During the 19th and 20th centuries, some older libraries had also begun to maintain archive collections from their local area, although their facilities and the scope of their collections could vary considerably – as might their official legal status. There are often overlaps between local studies and record office collections, particularly with respect to printed ephemera, maps, photographs, old newspapers and local reference books.

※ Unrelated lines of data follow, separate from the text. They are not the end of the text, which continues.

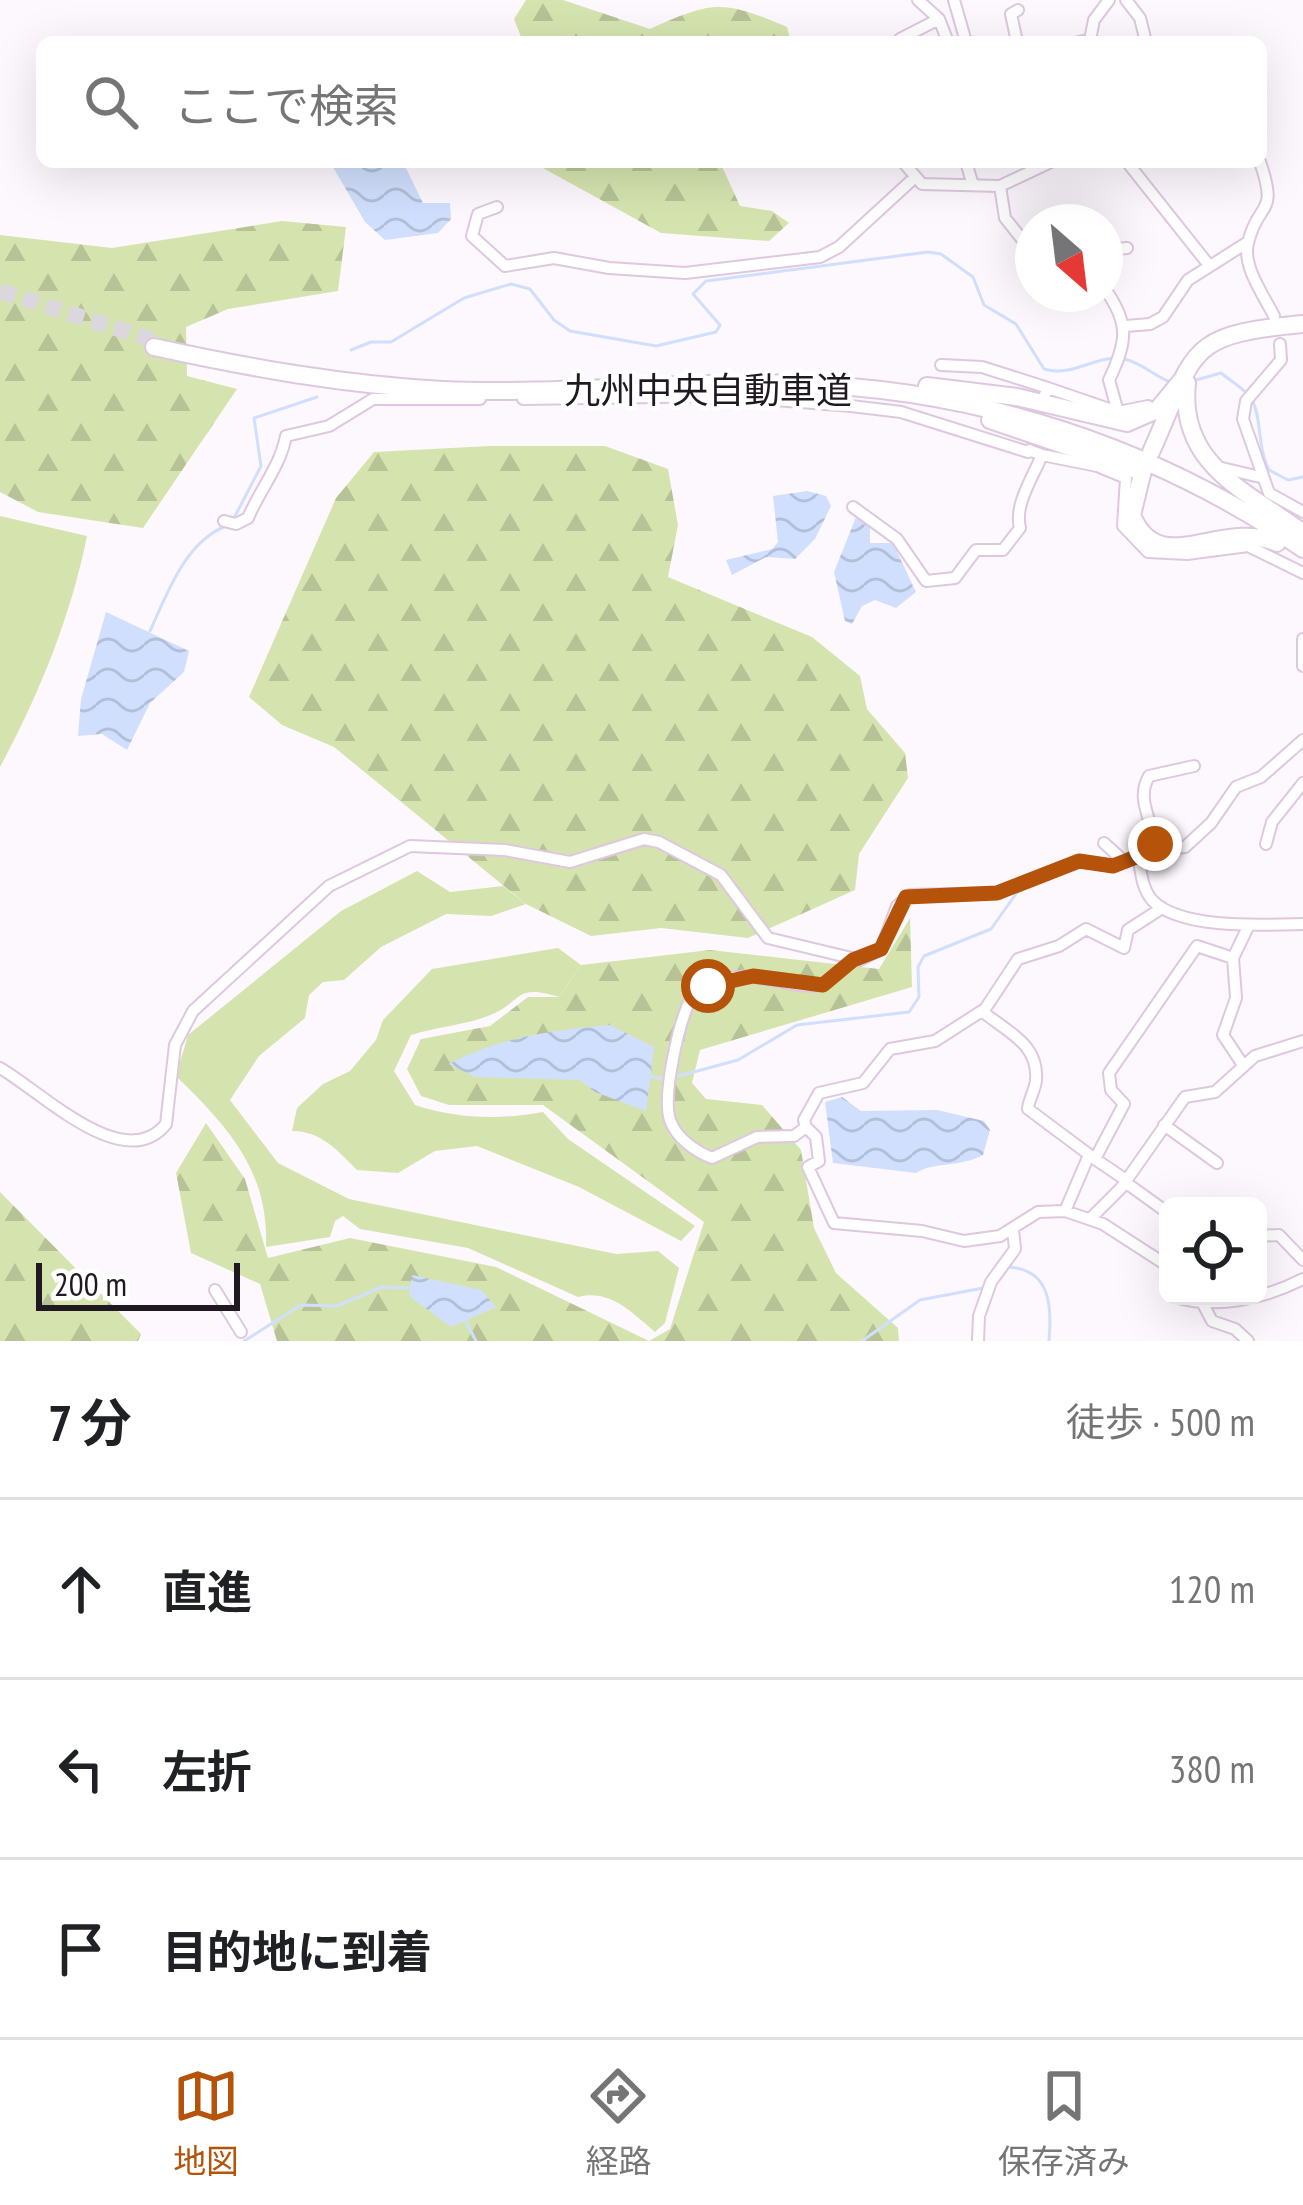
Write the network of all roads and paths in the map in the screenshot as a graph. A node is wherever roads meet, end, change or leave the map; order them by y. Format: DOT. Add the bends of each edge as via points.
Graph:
graph roads {
  1 [pos="918,0"];
  2 [pos="954,0"];
  3 [pos="1109,0"];
  4 [pos="1126,0"];
  5 [pos="1018,10"];
  6 [pos="939,19"];
  7 [pos="906,36"];
  8 [pos="946,36"];
  9 [pos="964,36"];
  10 [pos="1016,36"];
  11 [pos="1090,36"];
  12 [pos="1146,36"];
  13 [pos="907,168"];
  14 [pos="968,168"];
  15 [pos="1034,168"];
  16 [pos="1132,168"];
  17 [pos="1262,168"];
  18 [pos="913,179"];
  19 [pos="972,182"];
  20 [pos="1000,186"];
  21 [pos="496,207"];
  22 [pos="1015,230"];
  23 [pos="1248,242"];
  24 [pos="1123,244"];
  25 [pos="1127,248"];
  26 [pos="1208,264"];
  27 [pos="1118,312"];
  28 [pos="1274,316"];
  29 [pos="1301,324"];
  30 [pos="1126,326"];
  31 [pos="1280,344"];
  32 [pos="941,365"];
  33 [pos="1186,373"];
  34 [pos="790,378"];
  35 [pos="704,385"];
  36 [pos="1194,398"];
  37 [pos="1148,406"];
  38 [pos="1118,412"];
  39 [pos="1042,455"];
  40 [pos="1146,463"];
  41 [pos="1259,477"];
  42 [pos="853,507"];
  43 [pos="1303,512"];
  44 [pos="230,522"];
  45 [pos="1303,542"];
  46 [pos="1303,559"];
  47 [pos="1303,573"];
  48 [pos="1303,639"];
  49 [pos="1303,666"];
  50 [pos="1303,740"];
  51 [pos="1194,766"];
  52 [pos="1303,783"];
  53 [pos="1104,843"];
  54 [pos="1266,844"];
  55 [pos="1154,850"];
  56 [pos="1138,854"];
  57 [pos="1125,862"];
  58 [pos="1162,908"];
  59 [pos="1303,924"];
  60 [pos="1249,925"];
  61 [pos="1233,958"];
  62 [pos="853,960"];
  63 [pos="982,1011"];
  64 [pos="1303,1041"];
  65 [pos="1243,1065"];
  66 [pos="0,1068"];
  67 [pos="1163,1125"];
  68 [pos="806,1127"];
  69 [pos="1092,1157"];
  70 [pos="1217,1163"];
  71 [pos="1126,1181"];
  72 [pos="1159,1207"];
  73 [pos="1065,1211"];
  74 [pos="1091,1218"];
  75 [pos="1013,1229"];
  76 [pos="1267,1236"];
  77 [pos="1303,1259"];
  78 [pos="1159,1260"];
  79 [pos="1303,1279"];
  80 [pos="214,1290"];
  81 [pos="1267,1297"];
  82 [pos="1204,1305"];
  83 [pos="241,1332"];
  84 [pos="978,1341"];
  85 [pos="1248,1341"];
  1 -- 6 [label="street"];
  2 -- 9 [label="street"];
  3 -- 11 [label="street"];
  4 -- 12 [label="street"];
  5 -- 10 [label="street" via="1011,14"];
  6 -- 7 [label="street"];
  6 -- 8 [label="street"];
  13 -- 18 [label="street"];
  14 -- 19 [label="street"];
  15 -- 20 [label="street"];
  16 -- 26 [label="street"];
  17 -- 23 [label="street" via="1268,208"];
  18 -- 19 [label="street"];
  18 -- 21 [label="street" via="831,252 685,273 554,258 505,266 472,236 478,214"];
  19 -- 20 [label="street"];
  20 -- 22 [label="street"];
  23 -- 26 [label="street"];
  23 -- 28 [label="street" via="1247,258"];
  24 -- 25 [label="street"];
  26 -- 30 [label="street" via="1177,291 1163,317"];
  27 -- 30 [label="street"];
  29 -- 33 [label="highway" via="1229,332 1198,353"];
  30 -- 38 [label="street" via="1109,384"];
  31 -- 41 [label="street" via="1282,360 1250,396 1243,419"];
  32 -- 38 [label="street" via="982,367"];
  33 -- 34 [label="highway" via="1157,410 1127,423 1017,397 845,376"];
  33 -- 40 [label="highway"];
  33 -- 45 [label="highway" via="1189,430 1204,461"];
  34 -- 35 [label="highway, 九州中央自動車道" via="453,384 292,369 155,344 292,375 444,390"];
  34 -- 45 [label="highway, 九州中央自動車道" via="964,396 1074,428 1174,468"];
  35 -- 40 [label="highway" via="912,399"];
  35 -- 45 [label="highway, 九州中央自動車道" via="876,389 970,404 1048,425 1197,486"];
  36 -- 41 [label="street" via="1210,458"];
  37 -- 38 [label="street"];
  39 -- 42 [label="street" via="1022,494 1013,539 995,554 976,550 955,578 926,580 897,538"];
  39 -- 44 [label="street" via="901,412 748,397 373,399 329,426 286,436 248,518"];
  39 -- 47 [label="street" via="1126,478 1123,526 1148,552 1247,546"];
  40 -- 46 [label="highway" via="1132,515 1156,545 1181,548 1242,533"];
  41 -- 43 [label="street" via="1269,493"];
  48 -- 49 [label="street"];
  50 -- 55 [label="street" via="1261,777 1236,787 1191,843"];
  51 -- 55 [label="street" via="1143,784"];
  52 -- 54 [label="street" via="1271,822"];
  53 -- 57 [label="street"];
  55 -- 56 [label="street"];
  56 -- 57 [label="street"];
  56 -- 58 [label="street" via="1147,893"];
  57 -- 62 [label="street" via="1079,861 997,893 910,895 897,906 881,949"];
  58 -- 60 [label="street"];
  58 -- 63 [label="street" via="1128,930 1124,948 1086,929 1018,958"];
  59 -- 60 [label="street"];
  60 -- 61 [label="street"];
  61 -- 65 [label="street" via="1237,998 1223,1035"];
  61 -- 69 [label="street" via="1198,945 1112,1069 1109,1085 1124,1104"];
  62 -- 66 [label="street" via="768,938 721,874 658,842 644,839 570,862 410,846 329,886 193,1011 175,1045 166,1124 146,1141 130,1143 68,1116"];
  62 -- 68 [label="street" via="823,985 753,976 708,986 692,997 680,1028 669,1117 700,1153 712,1159"];
  63 -- 68 [label="street" via="935,1041 890,1049 862,1083 819,1093"];
  63 -- 69 [label="street" via="1034,1057 1028,1109"];
  64 -- 65 [label="street" via="1274,1046"];
  65 -- 67 [label="street" via="1215,1092 1185,1097"];
  67 -- 70 [label="street"];
  67 -- 71 [label="street"];
  68 -- 75 [label="street" via="819,1160 808,1167 834,1223 964,1241"];
  69 -- 71 [label="street"];
  69 -- 73 [label="street"];
  71 -- 72 [label="street"];
  71 -- 74 [label="street"];
  73 -- 74 [label="street"];
  73 -- 75 [label="street" via="1035,1213"];
  74 -- 78 [label="street"];
  75 -- 84 [label="street" via="1012,1255 989,1287"];
  76 -- 77 [label="street" via="1279,1235"];
  79 -- 81 [label="street"];
  80 -- 83 [label="street"];
  82 -- 85 [label="street" via="1212,1321"];
}
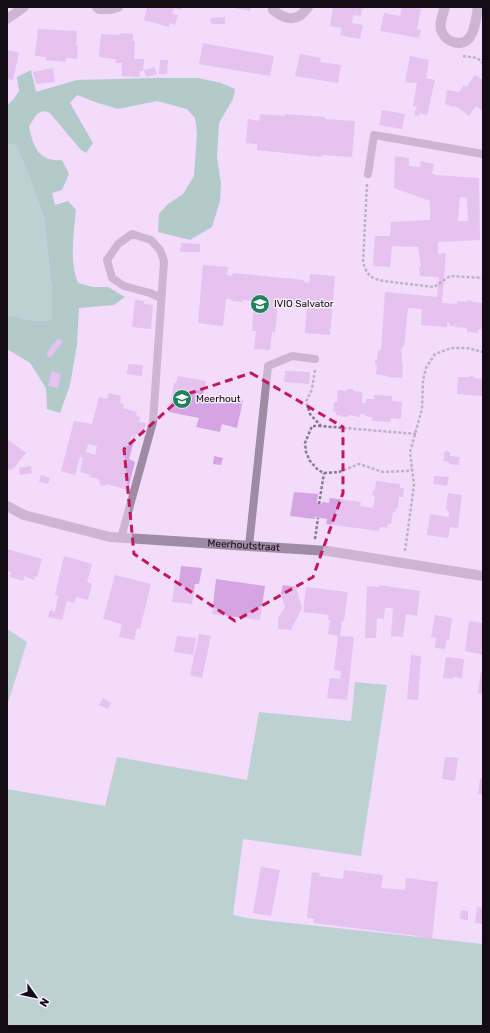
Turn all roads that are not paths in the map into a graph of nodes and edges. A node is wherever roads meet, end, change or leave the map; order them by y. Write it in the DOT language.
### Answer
graph roads {
  1 [pos="24,7"];
  2 [pos="97,7"];
  3 [pos="118,7"];
  4 [pos="273,7"];
  5 [pos="308,7"];
  6 [pos="445,7"];
  7 [pos="478,7"];
  8 [pos="7,19"];
  9 [pos="483,154"];
  10 [pos="368,174"];
  11 [pos="161,298"];
  12 [pos="315,359"];
  13 [pos="7,506"];
  14 [pos="121,538"];
  15 [pos="249,546"];
  16 [pos="483,576"];
  1 -- 8 [label="street"];
  2 -- 3 [label="street"];
  4 -- 5 [label="street"];
  6 -- 7 [label="street"];
  9 -- 10 [label="lane"];
  11 -- 11 [label="lane"];
  11 -- 14 [label="lane"];
  12 -- 15 [label="lane"];
  13 -- 14 [label="street, Meerhoutstraat"];
  14 -- 15 [label="street, Meerhoutstraat"];
  15 -- 16 [label="street, Meerhoutstraat"];
}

A number of record offices now operate in a formal association with one or more of their county’s principal local studies libraries, although the two professions of archivist and librarian generally remain quite distinct.

==Legal status for holding public records and other categories==

Public access to central government archives (technically known as public records) and by extension to local government records was previously regulated in accordance with instruments such as the Public Records Act 1958 and the Public Records Act 1967. The 1958 Act enabled county repositories to be appointed by the Lord Chancellor to hold individually specified classes of Public Records – including local court records. (Note: In practice any such appointments to hold Public Records (as defined by the 1958 Act), together with manorial and tithe records, are made on the recommendation of staff of the National Archives – formerly the Public Record Office – following inspections which can be repeated every few years.) Access to material within record offices in England & Wales is now largely regulated by the Data Protection Act 1998 and the Freedom of Information Act 2000, although these do not necessarily cover privately deposited items, and closure periods may apply in certain cases. (Note: A summary of relevant legislation including the status of record offices was provided by Knightbridge A. A. H., Archive Legislation in the United Kingdom (Society of Archivists Information Leaflet, 1985), although this does not cover more recent changes.)

Since 1929 many county record offices in England have also been designated by the local bishop as a diocesan record office, latterly operating under the terms of the Parochial Registers and Records Measure 1978. Such record offices are often also formally recognised by the Master of the Rolls as approved repositories for manorial and tithe records (in accordance with the Law of Property Act 1922 and the Tithe Act 1936 (as amended by the Local Government Records Act 1962).

==Guides to the contents of record offices==

Many county record offices have issued printed guides to their collections, although the addition of new materials can make these go rapidly out of date. Furthermore, many offices also have considerable backlogs of uncatalogued materials. From the 1990s onwards, an increasing number of offices have launched online catalogues of varying completeness, linked to their respective websites.

An earlier summary of archive repositories, including brief details of the development of each office together with outlines of their principal holdings, is provided by Janet Foster and Julia Sheppard’s British Archives (4th edition, 2002). Select lists for certain specialised categories covering many UK repositories have also been issued by a variety of other publishers, notably the Federation of Family History Societies.